Lower-cost RFID tags are a new opportunity in manufacturing that will have a major impact on manufacturing IT systems. Essentially RFID tags are radio frequency bar codes implemented with inexpensive semiconductor chips and antennas. RFID tags can be read without having to physically view the tag, making them much more automation friendly.

There has been a lot of press on RFID tag prices, possible uses, and advantages to the supply chain, but not much has been written about their impact on plant floor systems and connection to business systems. RFID tags have some unique differences from bar codes, but the primary difference is that most low-cost RFID tags are ‘read only.’ Unlike bar codes that can be printed on demand with the exact information required, RFID tags are usually purchased pre-configured. This may seem like a minor detail, but it has major implications for the amount of information exchanged between shop floor manufacturing execution systems (MES) and high-level planning systems (ERP).

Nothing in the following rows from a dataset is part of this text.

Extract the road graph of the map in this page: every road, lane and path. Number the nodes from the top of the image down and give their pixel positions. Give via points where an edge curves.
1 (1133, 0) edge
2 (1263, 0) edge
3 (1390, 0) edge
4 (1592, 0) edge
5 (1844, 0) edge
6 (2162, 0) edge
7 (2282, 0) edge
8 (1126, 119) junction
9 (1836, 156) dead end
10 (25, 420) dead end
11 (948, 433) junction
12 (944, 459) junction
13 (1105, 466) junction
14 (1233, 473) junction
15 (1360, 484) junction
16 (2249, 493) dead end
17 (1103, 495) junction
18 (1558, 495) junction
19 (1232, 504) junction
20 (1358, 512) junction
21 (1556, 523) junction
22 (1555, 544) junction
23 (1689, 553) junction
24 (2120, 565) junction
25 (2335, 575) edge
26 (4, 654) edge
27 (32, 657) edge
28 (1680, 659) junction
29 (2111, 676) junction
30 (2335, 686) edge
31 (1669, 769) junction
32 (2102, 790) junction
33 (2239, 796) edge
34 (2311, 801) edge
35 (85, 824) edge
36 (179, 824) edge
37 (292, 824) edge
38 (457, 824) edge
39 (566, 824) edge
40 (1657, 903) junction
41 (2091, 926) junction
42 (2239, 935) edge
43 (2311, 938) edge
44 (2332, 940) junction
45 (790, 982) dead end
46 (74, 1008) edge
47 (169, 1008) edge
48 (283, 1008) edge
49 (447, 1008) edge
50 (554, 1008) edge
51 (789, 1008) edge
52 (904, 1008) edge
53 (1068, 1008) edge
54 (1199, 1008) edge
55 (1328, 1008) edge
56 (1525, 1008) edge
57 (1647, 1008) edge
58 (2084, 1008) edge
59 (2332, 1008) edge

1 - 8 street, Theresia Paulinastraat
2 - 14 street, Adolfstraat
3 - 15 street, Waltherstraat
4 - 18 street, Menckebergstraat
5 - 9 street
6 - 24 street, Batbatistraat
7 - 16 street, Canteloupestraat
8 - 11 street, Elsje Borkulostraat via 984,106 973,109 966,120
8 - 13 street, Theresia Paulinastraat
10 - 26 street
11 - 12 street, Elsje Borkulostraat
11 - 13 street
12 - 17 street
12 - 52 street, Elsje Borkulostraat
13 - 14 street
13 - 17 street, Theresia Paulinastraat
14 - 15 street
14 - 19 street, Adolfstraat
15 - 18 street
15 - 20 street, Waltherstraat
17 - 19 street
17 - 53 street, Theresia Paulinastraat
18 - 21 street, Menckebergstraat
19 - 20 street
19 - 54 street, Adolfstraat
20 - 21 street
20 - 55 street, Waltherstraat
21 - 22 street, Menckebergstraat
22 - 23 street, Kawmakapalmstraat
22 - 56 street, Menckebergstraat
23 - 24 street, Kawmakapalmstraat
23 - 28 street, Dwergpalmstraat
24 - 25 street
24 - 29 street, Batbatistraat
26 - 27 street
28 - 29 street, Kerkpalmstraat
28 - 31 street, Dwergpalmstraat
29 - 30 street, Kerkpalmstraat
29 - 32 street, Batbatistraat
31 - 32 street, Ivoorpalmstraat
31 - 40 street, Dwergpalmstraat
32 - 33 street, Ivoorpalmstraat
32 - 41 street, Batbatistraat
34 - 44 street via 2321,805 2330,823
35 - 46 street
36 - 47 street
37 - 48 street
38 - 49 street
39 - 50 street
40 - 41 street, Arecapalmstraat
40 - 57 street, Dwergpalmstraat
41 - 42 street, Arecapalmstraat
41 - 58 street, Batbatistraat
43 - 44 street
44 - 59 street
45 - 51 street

Most inexpensive RFID tags follow the Electronic Product Code standard and provide 96 bits of information. The 96 bits are split into 8 bits for a header (defining the partitioning scheme for the rest of the bits), 28 bits to identify the manufacturer, 24 bits to identify the product type (SKU code), and 36 bits for the RFID serial number. What the codes do not contain is the lot or sublot identification of the product.

Usually RFID tags are applied to the product late in the packaging stage, either added to the product or applied to the carton or container. Because RFID tags are pre-configured, the lot and sublot information can be associated only with the RFID serial number late in the production process. Assignment of RFID serial numbers prior to packaging will probably be uneconomical, if not impossible. Unless care is taken, there may be no guarantee that applied RFID serial numbers are contiguous, that all applied tags actually work, and that defective product is not removed later (such as dropped or damaged cases). Information collected in the packaging step must be combined with the shop floor information about lots, sublots, or batches, and then sent to the company’s supply chain or ERP system.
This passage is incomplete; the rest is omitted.